Si tratta di uno dei profili sottolineati dal Ministero dell’economia e delle finanze nella recente «Circolare recante istruzioni operative relative al procedimento sanzionatorio di cui all’art. 65 dlgs. 21 novembre 2007, n. 23, per come modificato dall’art. 5 d.lgs. 25 maggio 2017, n. 90, recante disposizioni per il recepimento della direttiva (UE) 2015/849 (cd. IV direttiva antiriciclaggio)», prot. 56499.

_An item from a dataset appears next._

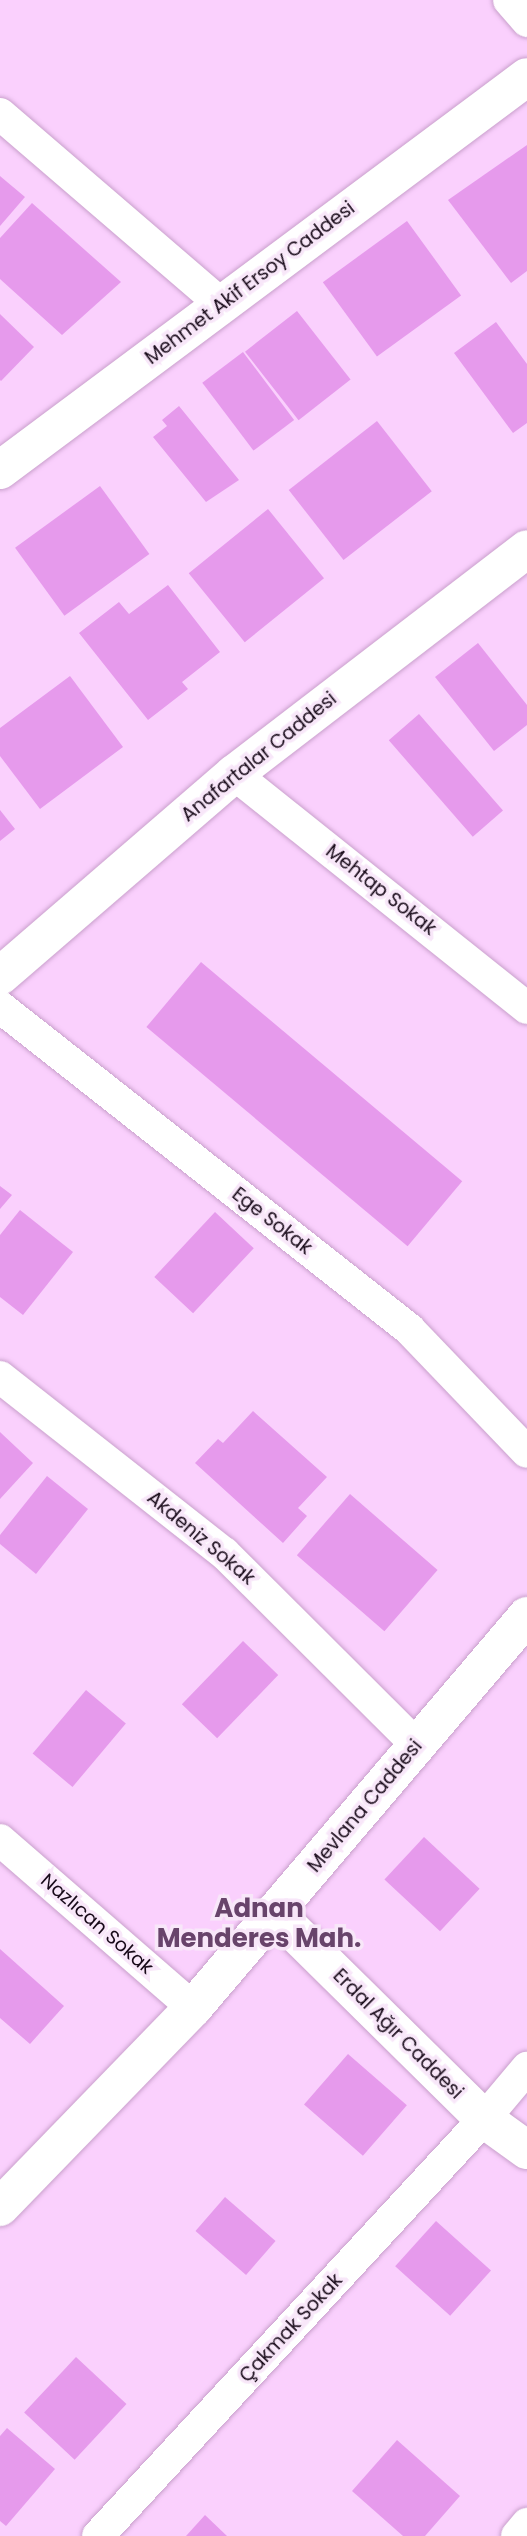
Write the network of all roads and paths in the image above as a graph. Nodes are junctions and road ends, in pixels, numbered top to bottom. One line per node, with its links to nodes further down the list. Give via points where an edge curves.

Agli Uffici delle Ragionerie territoriali dello Stato compete altresì il procedimento sanzionatorio per le violazioni degli obblighi, di recente introduzione, a carico dei distributori e degli esercenti nel comparto gioco (definiti dall’art.1, comma 3, lettere f) e g)), di cui all’articolo 53, commi 5, 6, 7, 8, come si evince dalla lettura combinata dell’articolo 65, comma 4 e dell’articolo 64.

La circolare precisa anche che “la verifica circa la rilevanza e l’evidenza dei motivi del sospetto presuppone anzitutto una ricognizione dei comportamenti anomali e degli indici di anomalia riscontrabili nella fattispecie oggetto di contestazione, nel cui ambito assumono particolare rilevanza circostanze quali:
• la presenza di indici tipizzati da provvedimenti di rango legislativo (v. l’uso del contante ex art. 35 del novellato decreto legislativo n. 231 del 2007);
• il numero complessivo di comportamenti/indici tipizzati riscontrato;
• tra essi, il numero di quelli afferenti allo specifico ambito di attività nel cui contesto è stata compiuta l’operazione contestata (ad es.: leasing, trust, giochi e scommesse, “scudo fiscale” etc.);
• la compresenza di comportamenti anomali e/o indici di anomalia afferenti sia al profilo soggettivo del cliente che a quello oggettivo dell’operazione;
• il grado di sussumibilità dei fatti e dei comportamenti riscontrati nei corrispondenti indici tipizzati, da intendersi come livello di rispondenza del fatto concreto alla fattispecie astratta descritta dall’indice individuato.